- **Task description**: Omit all pictures and give the records below again exactly as written.

- **Given data**:
============================================================

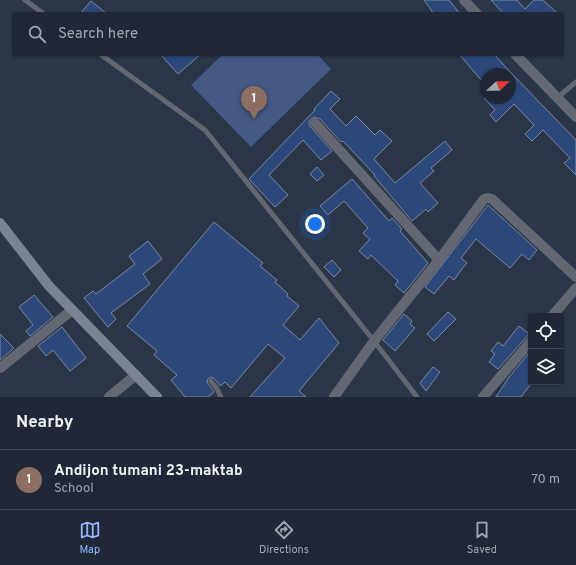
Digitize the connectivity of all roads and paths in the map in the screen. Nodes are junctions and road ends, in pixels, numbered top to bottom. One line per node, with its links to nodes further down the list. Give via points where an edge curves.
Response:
1 (25, 0): 3 (lane)
2 (464, 0): 4 (street)
3 (41, 12)
4 (475, 12)
5 (103, 56): 17 (lane, via 205,130)
6 (517, 56): 8 (street)
7 (576, 82): 8 (lane)
8 (557, 98): 9 (street)
9 (576, 117)
10 (315, 123): 12 (street)
11 (2, 228): 15 (street)
12 (439, 260): 13 (street, via 484,199 488,198 496,202); 17 (street)
13 (576, 277)
14 (576, 288): 16 (street)
15 (72, 310): 19 (street); 20 (street)
16 (555, 313)
17 (374, 341): 25 (street); 26 (lane)
18 (528, 344): 27 (street)
19 (0, 368)
20 (136, 375): 22 (street); 23 (street)
21 (211, 381): 24 (lane)
22 (109, 397)
23 (157, 397)
24 (221, 397)
25 (334, 397)
26 (417, 397)
27 (482, 397)

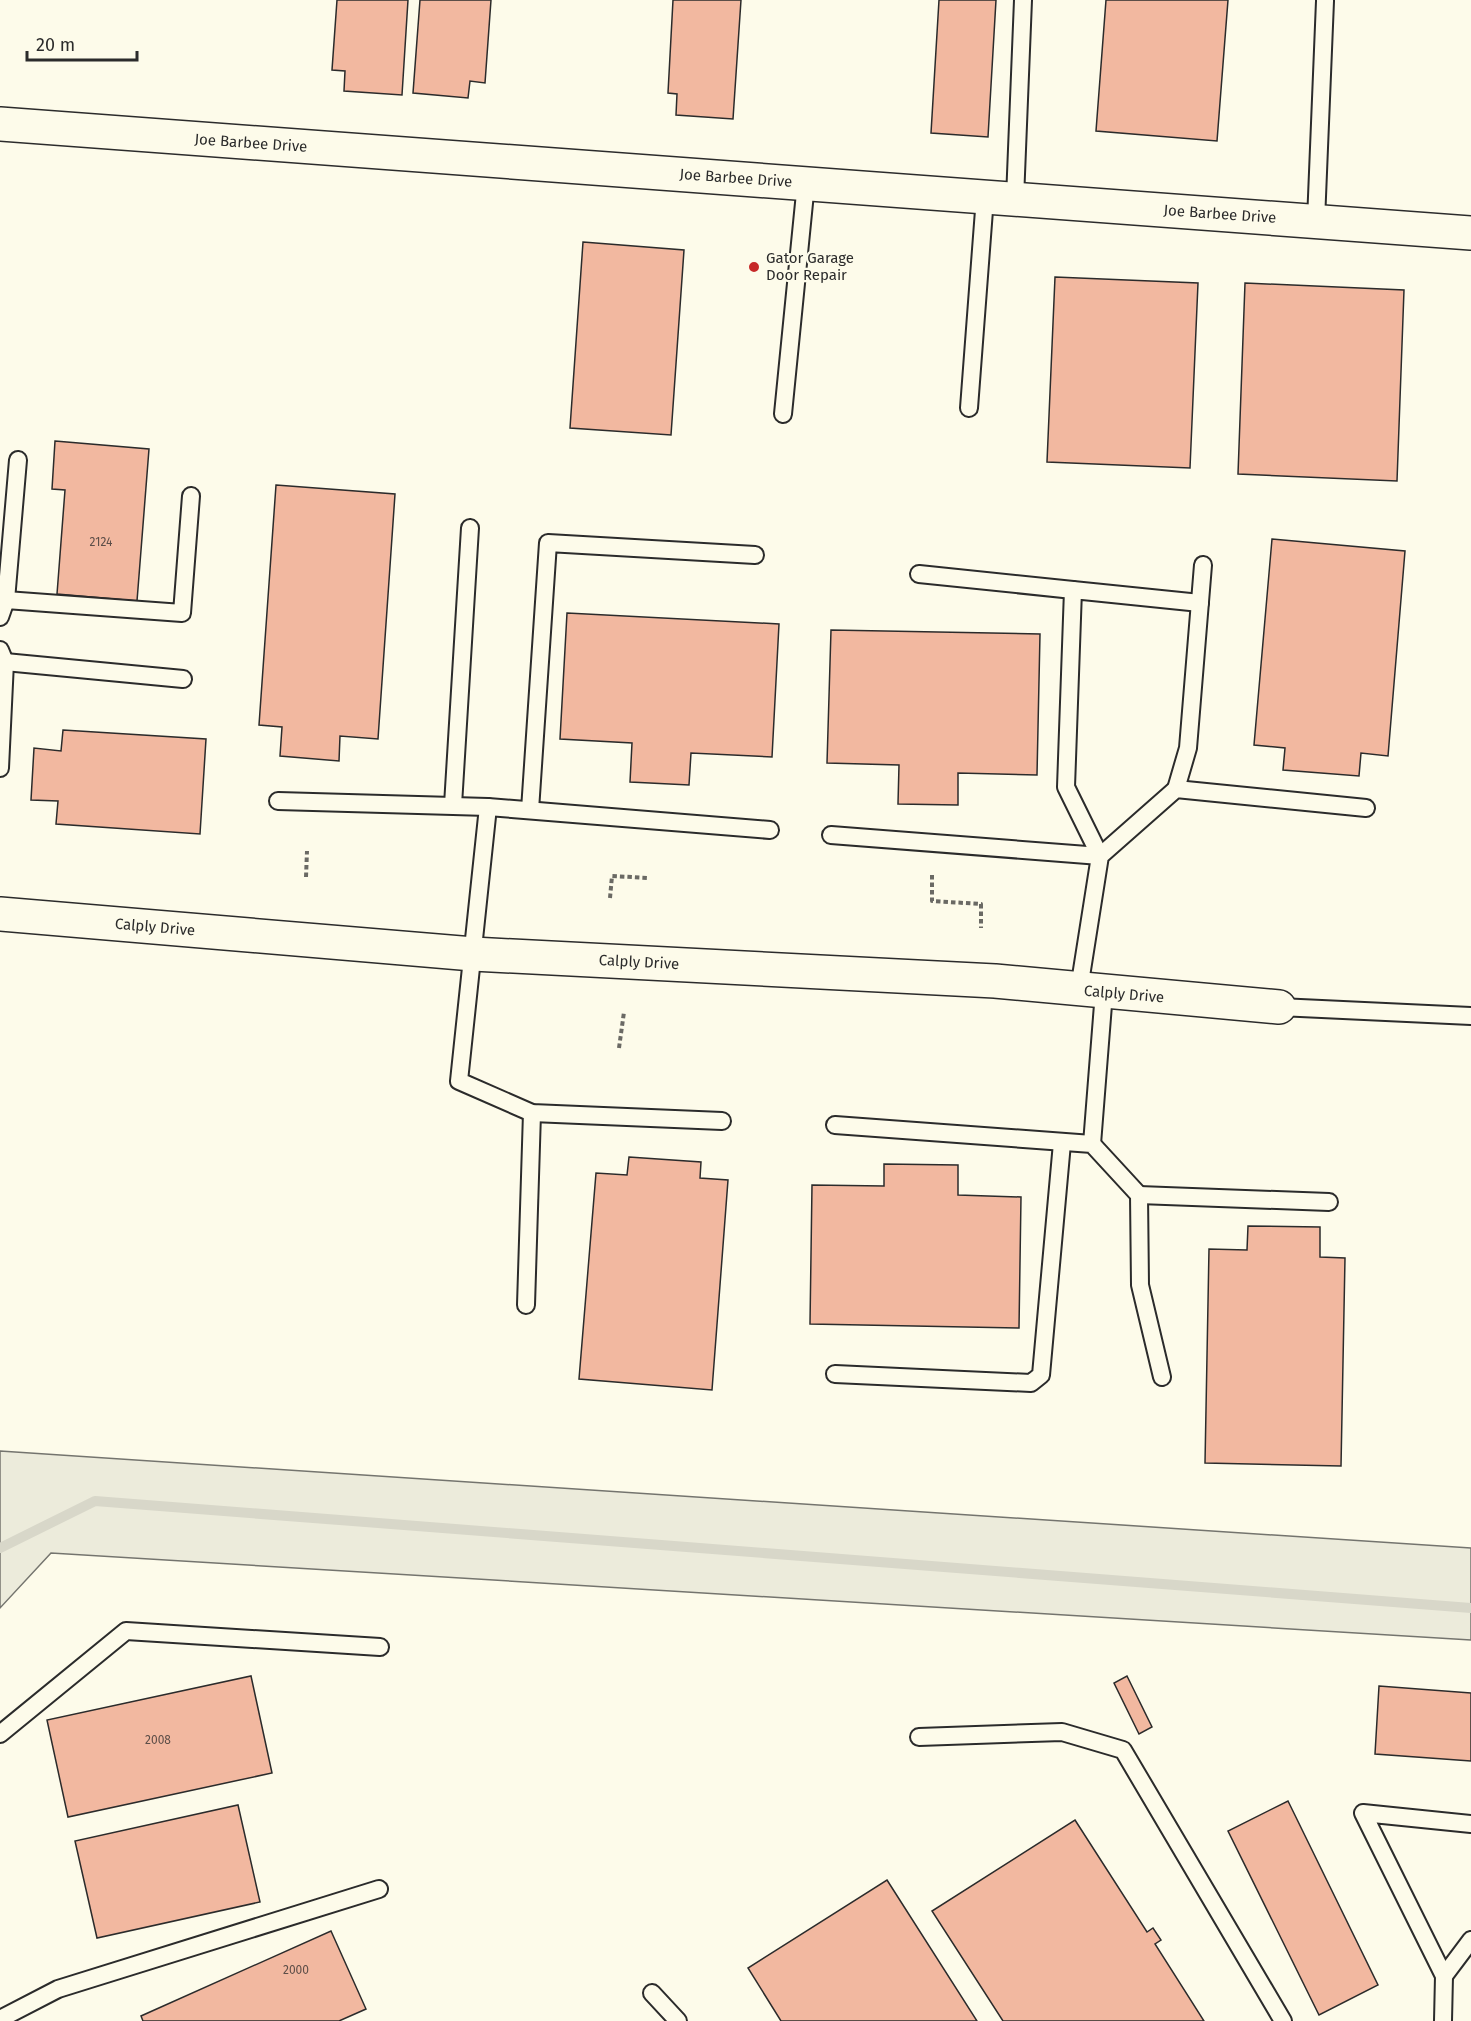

============================================================

- **Task response**:
Digitize the connectivity of all roads and paths in the map in the screen. Nodes are junctions and road ends, in pixels, numbered top to bottom. One line per node, with its links to nodes further down the list. Give via points where an edge curves.
Response:
1 (25, 0): 3 (lane)
2 (464, 0): 4 (street)
3 (41, 12)
4 (475, 12)
5 (103, 56): 17 (lane, via 205,130)
6 (517, 56): 8 (street)
7 (576, 82): 8 (lane)
8 (557, 98): 9 (street)
9 (576, 117)
10 (315, 123): 12 (street)
11 (2, 228): 15 (street)
12 (439, 260): 13 (street, via 484,199 488,198 496,202); 17 (street)
13 (576, 277)
14 (576, 288): 16 (street)
15 (72, 310): 19 (street); 20 (street)
16 (555, 313)
17 (374, 341): 25 (street); 26 (lane)
18 (528, 344): 27 (street)
19 (0, 368)
20 (136, 375): 22 (street); 23 (street)
21 (211, 381): 24 (lane)
22 (109, 397)
23 (157, 397)
24 (221, 397)
25 (334, 397)
26 (417, 397)
27 (482, 397)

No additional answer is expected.